A.炎症を伴う大腸がん関連遺伝子の生体内スクリーニング
炎症を伴う大腸がんは予後が悪い場合が多いことが知られている。本研究では、Sleeping Beauty(SB)トランスポゾンを用いたマウス生体内スクリーニングを行い、慢性炎症と協調作用を示してがん形成に関与する遺伝子の網羅的同定を行っている。SBトランスポゾンシステムは、人工的に改変されたトランスポゾンをマウス体細胞で転移させて挿入変異を誘発し、形成された腫瘍ゲノム中のトランスポゾン挿入部位を同定することで、がん関連遺伝子を網羅的に同定する手法である。本年度は、コンディショナルSBトランスポゾン転移酵素ノックインマウスとSBトランスポゾントランスジェニックマウス、大腸上皮細胞特異的にCreを発現するトランスジェニックマウスを交配させ、トランスポゾン挿入変異が大腸上皮細胞で誘発されているマウスを作成した。これらマウスにデキストラン硫酸塩(DSS)を投与することで大腸炎を引き起こした。その結果、慢性炎症を伴う大腸腫瘍が形成されたので、これら腫瘍の解析を行った。

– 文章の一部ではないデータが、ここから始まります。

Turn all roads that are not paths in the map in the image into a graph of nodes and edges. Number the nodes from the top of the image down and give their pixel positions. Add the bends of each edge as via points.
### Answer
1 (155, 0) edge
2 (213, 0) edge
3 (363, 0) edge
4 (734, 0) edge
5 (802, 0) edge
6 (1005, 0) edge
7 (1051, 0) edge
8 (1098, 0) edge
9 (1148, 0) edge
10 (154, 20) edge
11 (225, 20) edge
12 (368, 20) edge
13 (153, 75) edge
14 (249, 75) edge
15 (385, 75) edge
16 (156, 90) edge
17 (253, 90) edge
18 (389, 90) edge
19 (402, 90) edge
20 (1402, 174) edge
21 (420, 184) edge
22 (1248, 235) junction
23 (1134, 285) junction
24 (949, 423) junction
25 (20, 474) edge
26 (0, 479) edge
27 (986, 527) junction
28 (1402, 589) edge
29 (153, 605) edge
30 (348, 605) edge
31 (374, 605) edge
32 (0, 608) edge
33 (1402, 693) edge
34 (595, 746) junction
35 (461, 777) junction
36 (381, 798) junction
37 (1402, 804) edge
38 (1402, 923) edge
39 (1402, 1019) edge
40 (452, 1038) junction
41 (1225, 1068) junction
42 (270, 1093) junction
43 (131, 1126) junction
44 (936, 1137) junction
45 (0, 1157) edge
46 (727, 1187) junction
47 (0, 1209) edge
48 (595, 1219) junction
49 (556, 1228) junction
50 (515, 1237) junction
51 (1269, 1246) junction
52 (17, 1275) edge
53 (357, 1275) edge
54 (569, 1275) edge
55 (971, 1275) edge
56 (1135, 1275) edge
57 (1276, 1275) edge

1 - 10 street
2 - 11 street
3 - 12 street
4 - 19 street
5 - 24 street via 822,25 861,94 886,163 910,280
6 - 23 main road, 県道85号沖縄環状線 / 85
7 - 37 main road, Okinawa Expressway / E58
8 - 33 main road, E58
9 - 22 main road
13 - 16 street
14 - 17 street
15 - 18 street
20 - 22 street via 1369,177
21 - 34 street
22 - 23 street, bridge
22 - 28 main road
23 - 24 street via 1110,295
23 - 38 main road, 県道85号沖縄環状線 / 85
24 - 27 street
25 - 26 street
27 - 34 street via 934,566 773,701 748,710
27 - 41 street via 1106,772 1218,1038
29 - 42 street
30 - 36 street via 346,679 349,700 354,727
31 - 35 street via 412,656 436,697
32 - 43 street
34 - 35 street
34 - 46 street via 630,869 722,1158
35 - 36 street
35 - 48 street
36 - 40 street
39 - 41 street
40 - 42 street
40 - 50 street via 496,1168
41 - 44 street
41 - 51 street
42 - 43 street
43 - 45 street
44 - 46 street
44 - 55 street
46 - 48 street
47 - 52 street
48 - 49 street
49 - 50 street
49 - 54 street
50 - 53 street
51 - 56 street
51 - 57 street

B. CRISPRを用いたAPC遺伝子欠損細胞における合成致死遺伝子の網羅的探索
大腸がんの8割がAPC機能欠損変異を保持することに着目し、APC機能欠損細胞において合成致死となる遺伝子を、CRISPR-Cas9にて網羅的に探索し、大腸がんの新規治療標的となりうる遺伝子を同定する。本年度はAPC欠損大腸がん細胞株へCas9を発現させ、gRNAライブラリの調整を行った。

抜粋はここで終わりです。